Transcribe the entries below word for word, beginning at the line with "middle mcp: (1314, 1004)" and stopping after the line with "pinky mcp: (252, 316)"; drop all pictures.

(Listed entries)

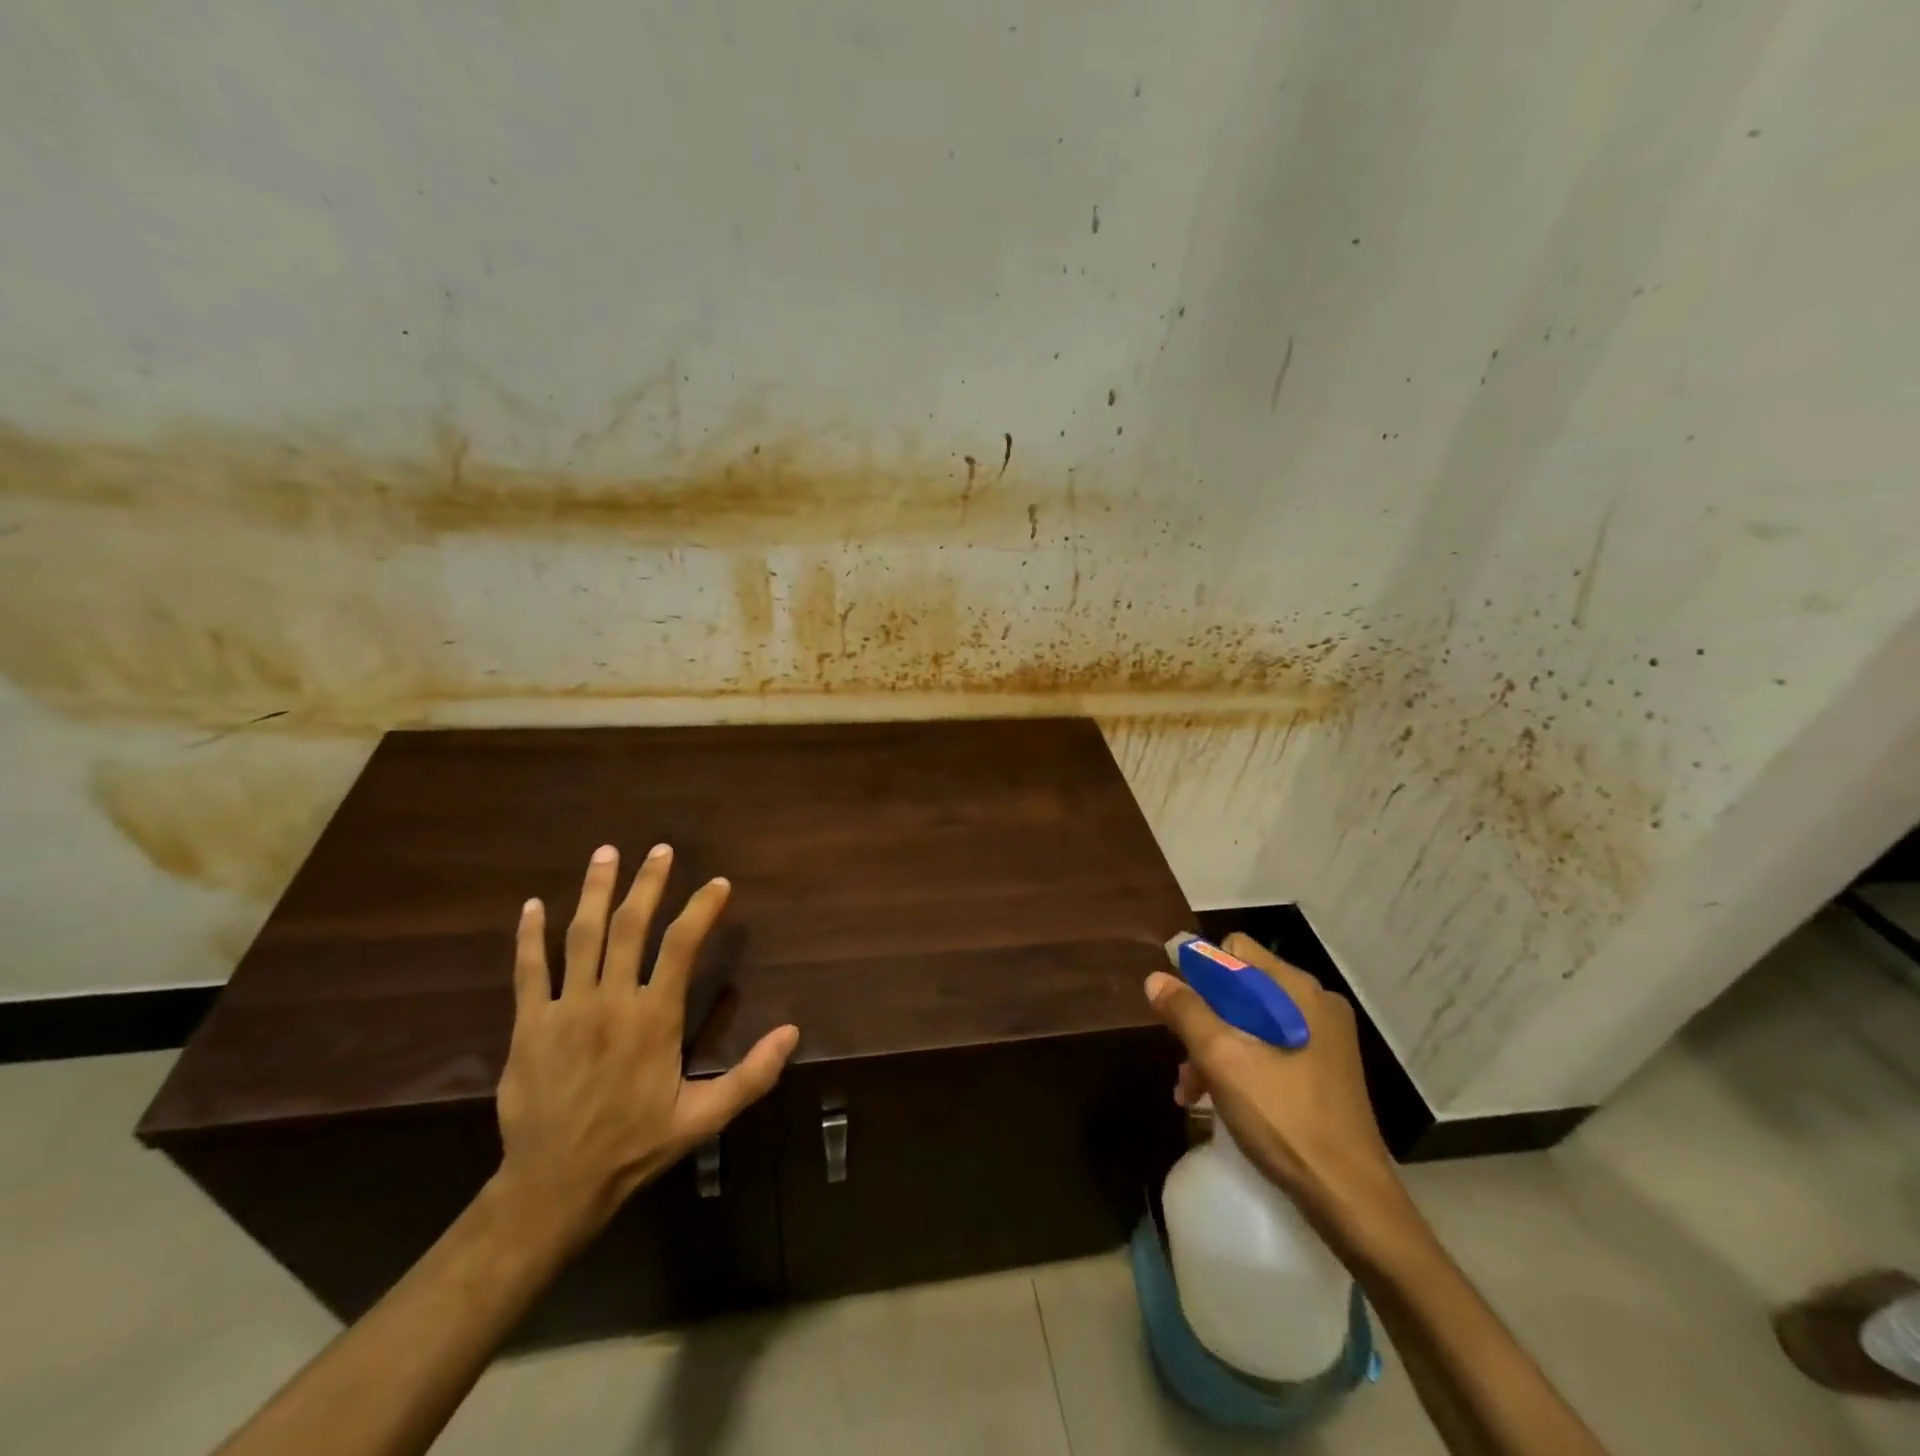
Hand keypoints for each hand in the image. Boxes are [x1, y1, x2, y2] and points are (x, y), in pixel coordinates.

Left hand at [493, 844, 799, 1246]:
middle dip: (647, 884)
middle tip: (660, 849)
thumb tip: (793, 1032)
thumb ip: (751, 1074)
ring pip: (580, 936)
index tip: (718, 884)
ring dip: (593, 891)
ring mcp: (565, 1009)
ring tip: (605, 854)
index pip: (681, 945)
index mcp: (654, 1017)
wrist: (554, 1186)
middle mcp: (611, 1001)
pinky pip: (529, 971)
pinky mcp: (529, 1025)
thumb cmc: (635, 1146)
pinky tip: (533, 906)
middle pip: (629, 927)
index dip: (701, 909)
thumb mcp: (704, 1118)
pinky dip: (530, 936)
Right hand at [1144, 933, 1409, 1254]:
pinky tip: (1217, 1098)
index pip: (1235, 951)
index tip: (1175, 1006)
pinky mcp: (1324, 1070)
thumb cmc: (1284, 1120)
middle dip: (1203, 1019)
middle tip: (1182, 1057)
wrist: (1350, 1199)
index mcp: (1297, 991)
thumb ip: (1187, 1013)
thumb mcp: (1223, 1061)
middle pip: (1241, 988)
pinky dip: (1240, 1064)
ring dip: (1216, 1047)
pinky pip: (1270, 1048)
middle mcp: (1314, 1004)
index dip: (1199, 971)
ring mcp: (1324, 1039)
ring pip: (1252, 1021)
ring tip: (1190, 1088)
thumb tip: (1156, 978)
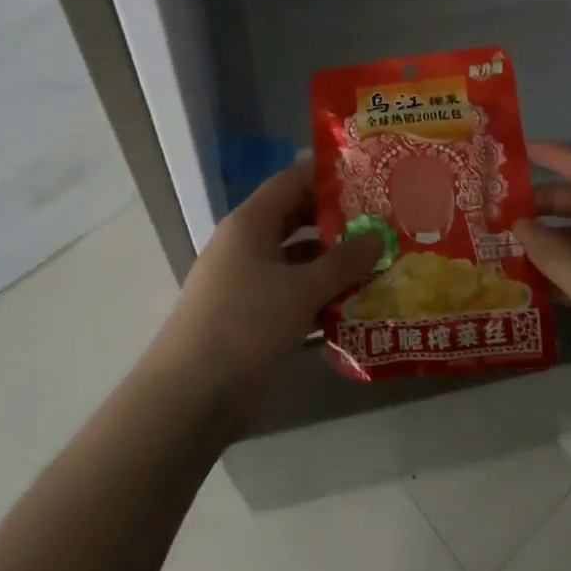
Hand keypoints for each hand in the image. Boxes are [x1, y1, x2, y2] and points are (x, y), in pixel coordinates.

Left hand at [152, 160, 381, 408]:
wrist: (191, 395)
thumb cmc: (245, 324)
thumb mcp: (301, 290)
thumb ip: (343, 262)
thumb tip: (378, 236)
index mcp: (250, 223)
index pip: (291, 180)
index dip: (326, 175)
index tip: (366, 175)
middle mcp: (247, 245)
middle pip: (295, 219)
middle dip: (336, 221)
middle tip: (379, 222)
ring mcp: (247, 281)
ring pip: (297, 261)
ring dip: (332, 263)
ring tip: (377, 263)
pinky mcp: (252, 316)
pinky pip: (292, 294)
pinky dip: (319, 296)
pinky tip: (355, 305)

(End Listed entries)

## Answer for this exercise:
middle mcp: (1314, 1004)
index dip: (1199, 971)
ring mcp: (1324, 1039)
ring pip: (1252, 1021)
ring tip: (1190, 1088)
thumb tip: (1156, 978)
Hand keypoints for each hand in the image. Boxes are [x1, y1, x2, y2] and points are (x, y), in pixel coordinates.

Left hand at [152, 160, 381, 408]:
wrist: (191, 395)
thumb cmc: (245, 324)
thumb mcp: (301, 290)
thumb ip: (343, 262)
thumb tip: (378, 236)
index mcp: (250, 223)
index pip: (291, 180)
index dip: (326, 175)
index tip: (366, 175)
middle mcp: (247, 245)
middle pip: (295, 219)
middle dip: (336, 221)
middle tip: (379, 222)
ring mcp: (247, 281)
ring pip: (297, 261)
ring dip: (332, 263)
ring tip: (377, 263)
pinky mcp: (252, 316)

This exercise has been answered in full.